Electrochemical impedance spectroscopy (EIS) was used to assess the corrosion behavior of three steels, 2.25Cr-1Mo, 5Cr-1Mo and 9Cr-1Mo (UNS K21590, S50200 and K90941) in bio-oils and catechol, an organic constituent commonly found in bio-oils. Two types of biomass pyrolysis oils produced from selected forest residue feedstocks, classified as high-ash and high-moisture (HAHM) and low-ash and low-moisture (LALM) types and 10 wt.% catechol, were used to test the alloys. According to previous results, 10 wt.% catechol in a water and methanol mixture was corrosive to 2.25Cr-1Mo but not to 9Cr-1Mo, highlighting that increasing Cr content in the steels resulted in improved corrosion resistance. 5Cr-1Mo, a steel with an intermediate Cr content, was tested in catechol solutions to better estimate the critical value of Cr for corrosion resistance under these conditions. Also, the three alloys were tested in both HAHM and LALM bio-oils to assess corrosion susceptibility. For EIS measurements, a customized electrochemical setup was employed to minimize the ohmic path through the bio-oils.
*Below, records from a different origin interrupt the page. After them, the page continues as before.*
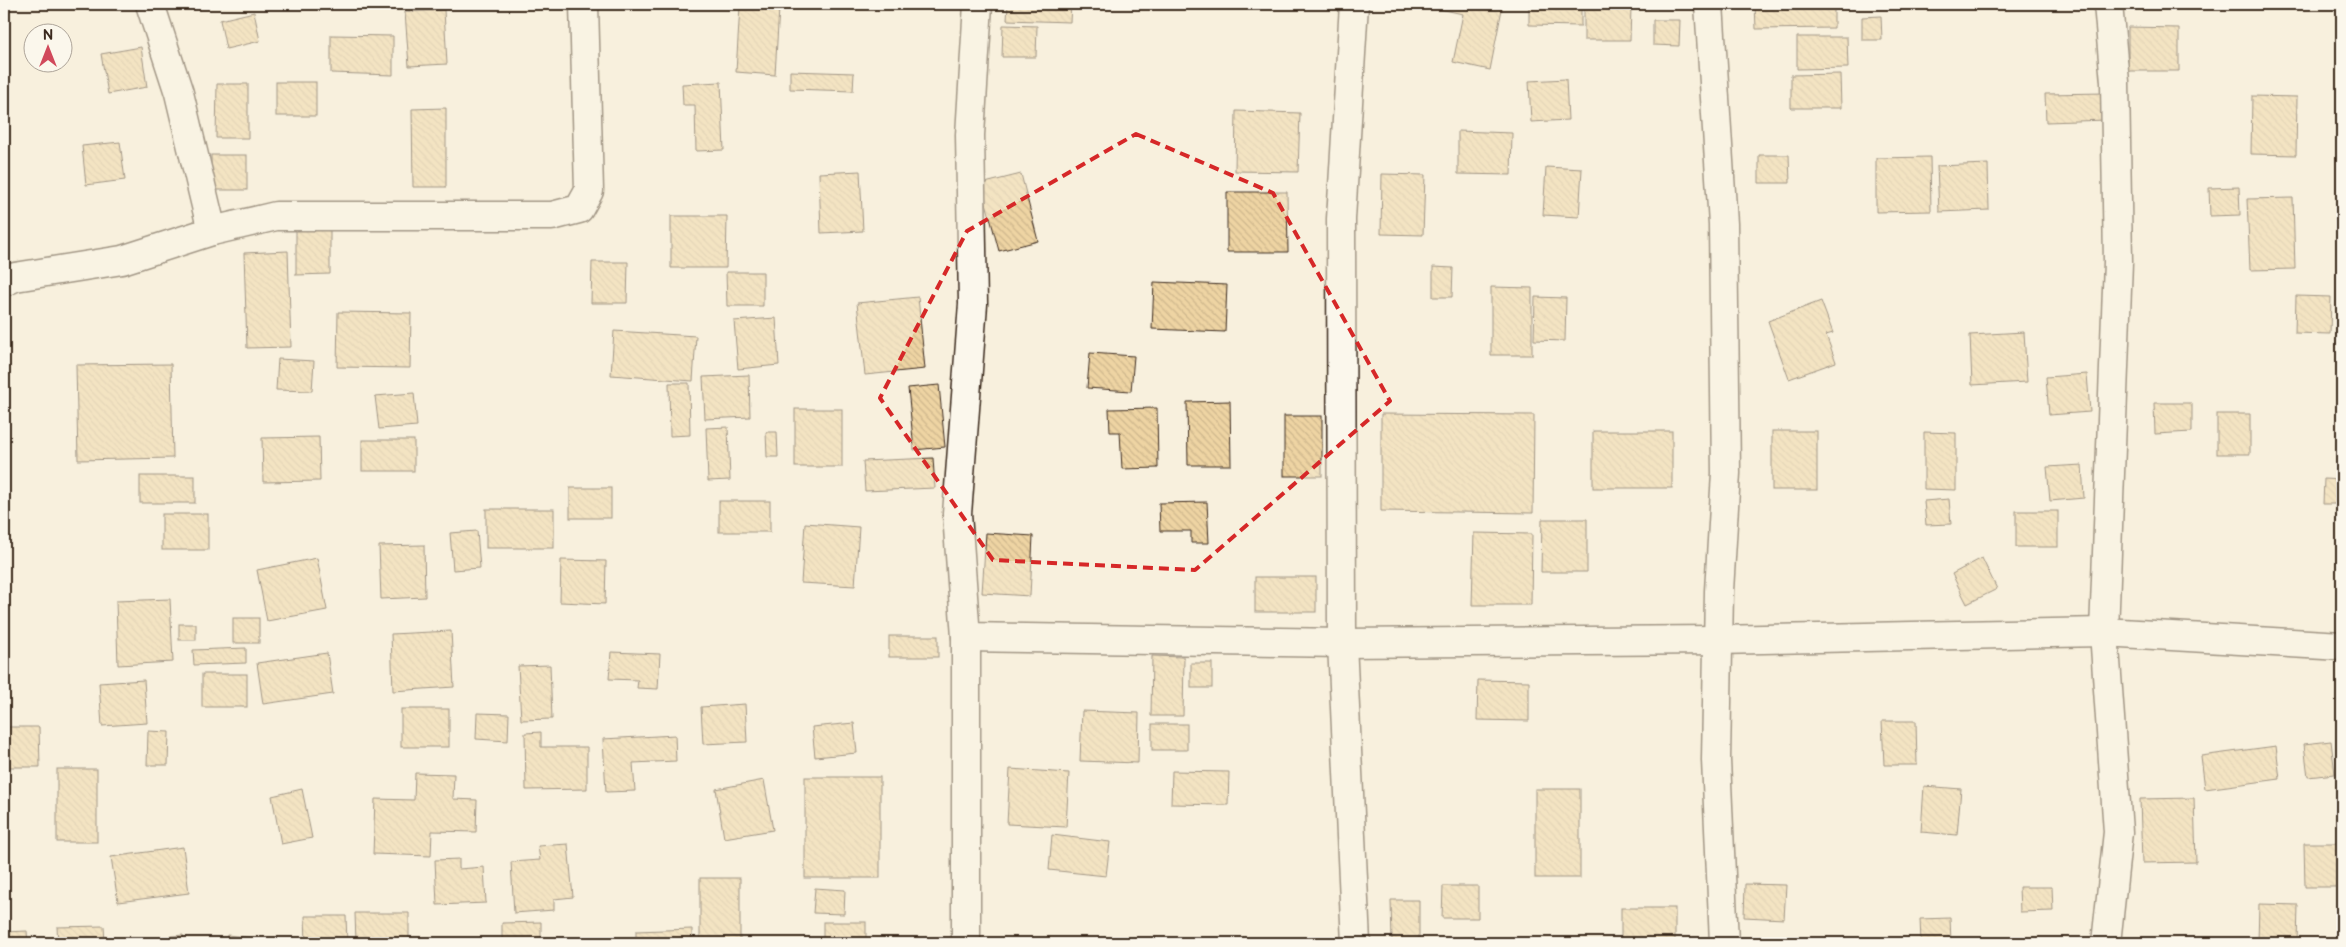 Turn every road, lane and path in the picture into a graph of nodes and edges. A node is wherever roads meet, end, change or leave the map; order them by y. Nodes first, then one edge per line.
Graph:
1 (150, 4) edge
2 (584, 4) edge
3 (978, 4) edge
4 (1354, 4) edge
5 (1709, 4) edge
6 (2108, 4) edge
7 (212, 232) junction
8 (4, 282) edge
9 (2104, 632) junction
10 (966, 637) junction
11 (1718, 640) junction
12 (1342, 643) junction
13 (2342, 646) edge
14 (966, 943) edge
15 (1356, 943) edge
16 (1724, 943) edge
17 (2106, 943) edge

1 - 7 street
2 - 7 street
3 - 10 street
4 - 12 street
5 - 11 street
6 - 9 street
7 - 8 street
9 - 11 street
9 - 13 street
9 - 17 street
10 - 12 street
10 - 14 street
11 - 12 street
11 - 16 street
12 - 15 street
The corrosion susceptibility was evaluated by determining the resistance at the alloy-corrosive medium interface.
Biomass-derived pyrolysis oil, a renewable energy source, has corrosivity originating from its water and organic acid contents.1-5 For example, a plain carbon steel and 2.25Cr-1Mo steel suffered from severe pitting attack, causing some pits deeper than 500 µm, after 1000 h exposure to a pine sawdust bio-oil at 50°C.6 To avoid corrosion attack by bio-oils, the use of stainless steels can be a practical, but expensive solution.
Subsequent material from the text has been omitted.